If a line of the data below holds the word "Left", list it.

(Stored entries)
========================

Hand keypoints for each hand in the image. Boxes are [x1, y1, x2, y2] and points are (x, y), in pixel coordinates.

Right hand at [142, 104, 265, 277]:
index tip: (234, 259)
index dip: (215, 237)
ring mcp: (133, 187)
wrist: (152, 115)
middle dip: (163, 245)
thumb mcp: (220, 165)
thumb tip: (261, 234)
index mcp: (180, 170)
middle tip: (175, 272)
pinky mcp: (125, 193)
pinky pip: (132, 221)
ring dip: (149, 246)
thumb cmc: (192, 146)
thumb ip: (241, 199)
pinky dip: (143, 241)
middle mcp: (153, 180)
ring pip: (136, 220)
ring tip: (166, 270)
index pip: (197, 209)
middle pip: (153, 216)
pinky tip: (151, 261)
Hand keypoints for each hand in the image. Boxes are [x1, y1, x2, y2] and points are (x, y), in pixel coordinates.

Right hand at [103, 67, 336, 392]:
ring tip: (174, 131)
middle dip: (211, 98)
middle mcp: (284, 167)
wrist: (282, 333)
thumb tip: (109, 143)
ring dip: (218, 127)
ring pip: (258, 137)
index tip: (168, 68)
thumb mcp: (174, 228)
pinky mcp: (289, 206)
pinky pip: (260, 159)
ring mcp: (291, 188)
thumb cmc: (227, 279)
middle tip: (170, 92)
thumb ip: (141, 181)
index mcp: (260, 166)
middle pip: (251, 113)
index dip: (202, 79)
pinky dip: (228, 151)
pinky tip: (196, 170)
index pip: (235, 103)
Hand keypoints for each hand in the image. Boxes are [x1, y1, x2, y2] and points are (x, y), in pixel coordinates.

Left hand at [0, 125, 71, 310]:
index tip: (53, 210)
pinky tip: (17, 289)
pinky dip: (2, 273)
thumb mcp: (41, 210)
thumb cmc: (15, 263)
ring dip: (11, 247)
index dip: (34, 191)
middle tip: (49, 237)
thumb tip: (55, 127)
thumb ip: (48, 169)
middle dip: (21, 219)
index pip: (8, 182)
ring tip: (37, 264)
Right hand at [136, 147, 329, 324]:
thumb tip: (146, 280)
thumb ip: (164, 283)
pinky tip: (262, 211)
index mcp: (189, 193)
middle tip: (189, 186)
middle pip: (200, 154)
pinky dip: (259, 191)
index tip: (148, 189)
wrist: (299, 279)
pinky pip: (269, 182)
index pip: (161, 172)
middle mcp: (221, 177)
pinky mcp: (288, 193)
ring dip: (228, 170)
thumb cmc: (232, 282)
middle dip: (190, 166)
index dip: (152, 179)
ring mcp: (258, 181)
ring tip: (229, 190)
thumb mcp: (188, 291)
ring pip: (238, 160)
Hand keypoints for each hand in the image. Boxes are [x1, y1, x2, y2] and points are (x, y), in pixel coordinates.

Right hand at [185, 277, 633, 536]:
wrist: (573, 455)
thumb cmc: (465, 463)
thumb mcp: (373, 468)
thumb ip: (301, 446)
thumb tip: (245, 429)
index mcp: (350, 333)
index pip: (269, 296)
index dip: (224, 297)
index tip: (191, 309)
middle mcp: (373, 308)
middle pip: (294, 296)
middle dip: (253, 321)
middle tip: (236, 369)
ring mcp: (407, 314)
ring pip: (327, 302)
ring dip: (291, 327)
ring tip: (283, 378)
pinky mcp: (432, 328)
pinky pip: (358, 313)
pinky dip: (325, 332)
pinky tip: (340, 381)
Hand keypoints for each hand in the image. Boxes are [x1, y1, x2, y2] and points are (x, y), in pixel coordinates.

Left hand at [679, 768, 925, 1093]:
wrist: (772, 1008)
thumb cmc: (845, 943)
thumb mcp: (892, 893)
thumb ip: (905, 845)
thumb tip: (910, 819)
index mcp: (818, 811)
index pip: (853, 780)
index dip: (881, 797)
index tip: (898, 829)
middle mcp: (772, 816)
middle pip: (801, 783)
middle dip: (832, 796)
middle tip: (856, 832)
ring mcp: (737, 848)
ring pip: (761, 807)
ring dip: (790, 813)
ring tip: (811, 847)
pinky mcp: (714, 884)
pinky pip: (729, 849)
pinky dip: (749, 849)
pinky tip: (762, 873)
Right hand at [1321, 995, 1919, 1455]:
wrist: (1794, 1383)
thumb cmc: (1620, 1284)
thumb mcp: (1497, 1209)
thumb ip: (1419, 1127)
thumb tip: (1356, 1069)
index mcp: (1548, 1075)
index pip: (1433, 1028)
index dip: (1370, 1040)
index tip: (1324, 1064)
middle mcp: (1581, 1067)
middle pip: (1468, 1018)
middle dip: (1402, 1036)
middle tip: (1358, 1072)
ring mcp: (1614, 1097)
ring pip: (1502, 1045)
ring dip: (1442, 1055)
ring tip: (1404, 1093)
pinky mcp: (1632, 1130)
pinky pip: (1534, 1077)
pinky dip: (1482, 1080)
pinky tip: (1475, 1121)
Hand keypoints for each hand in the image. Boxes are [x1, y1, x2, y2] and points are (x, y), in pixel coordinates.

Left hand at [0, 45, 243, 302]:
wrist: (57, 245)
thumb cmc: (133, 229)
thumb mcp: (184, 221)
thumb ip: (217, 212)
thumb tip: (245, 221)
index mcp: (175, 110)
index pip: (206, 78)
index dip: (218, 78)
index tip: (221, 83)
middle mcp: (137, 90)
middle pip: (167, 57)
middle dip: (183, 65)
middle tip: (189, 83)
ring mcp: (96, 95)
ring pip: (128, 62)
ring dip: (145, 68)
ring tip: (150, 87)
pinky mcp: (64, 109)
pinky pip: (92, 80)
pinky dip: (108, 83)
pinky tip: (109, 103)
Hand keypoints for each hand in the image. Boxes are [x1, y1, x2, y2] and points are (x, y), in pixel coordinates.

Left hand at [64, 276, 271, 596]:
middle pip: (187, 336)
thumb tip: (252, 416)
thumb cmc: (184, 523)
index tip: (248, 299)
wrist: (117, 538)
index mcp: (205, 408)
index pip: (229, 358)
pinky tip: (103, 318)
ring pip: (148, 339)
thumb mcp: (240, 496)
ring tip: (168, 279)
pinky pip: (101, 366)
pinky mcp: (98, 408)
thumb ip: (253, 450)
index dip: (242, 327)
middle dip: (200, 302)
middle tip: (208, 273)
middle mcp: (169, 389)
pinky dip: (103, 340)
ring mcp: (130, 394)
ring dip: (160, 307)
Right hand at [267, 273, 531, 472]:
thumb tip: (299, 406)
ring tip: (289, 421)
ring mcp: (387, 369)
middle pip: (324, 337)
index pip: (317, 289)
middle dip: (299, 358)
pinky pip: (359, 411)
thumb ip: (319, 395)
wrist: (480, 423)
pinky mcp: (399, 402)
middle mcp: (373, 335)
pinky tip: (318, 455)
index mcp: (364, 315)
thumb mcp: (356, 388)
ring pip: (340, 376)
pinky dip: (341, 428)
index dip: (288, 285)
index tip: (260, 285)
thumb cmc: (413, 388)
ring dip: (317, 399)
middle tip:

========================

> EXERCISE RESPONSE:
Left hand at [0, 125, 71, 310]:
Left hand at [679, 768, 925, 1093]:
Left hand at [0, 45, 243, 302]:
Left hand at [64, 276, 271, 596]:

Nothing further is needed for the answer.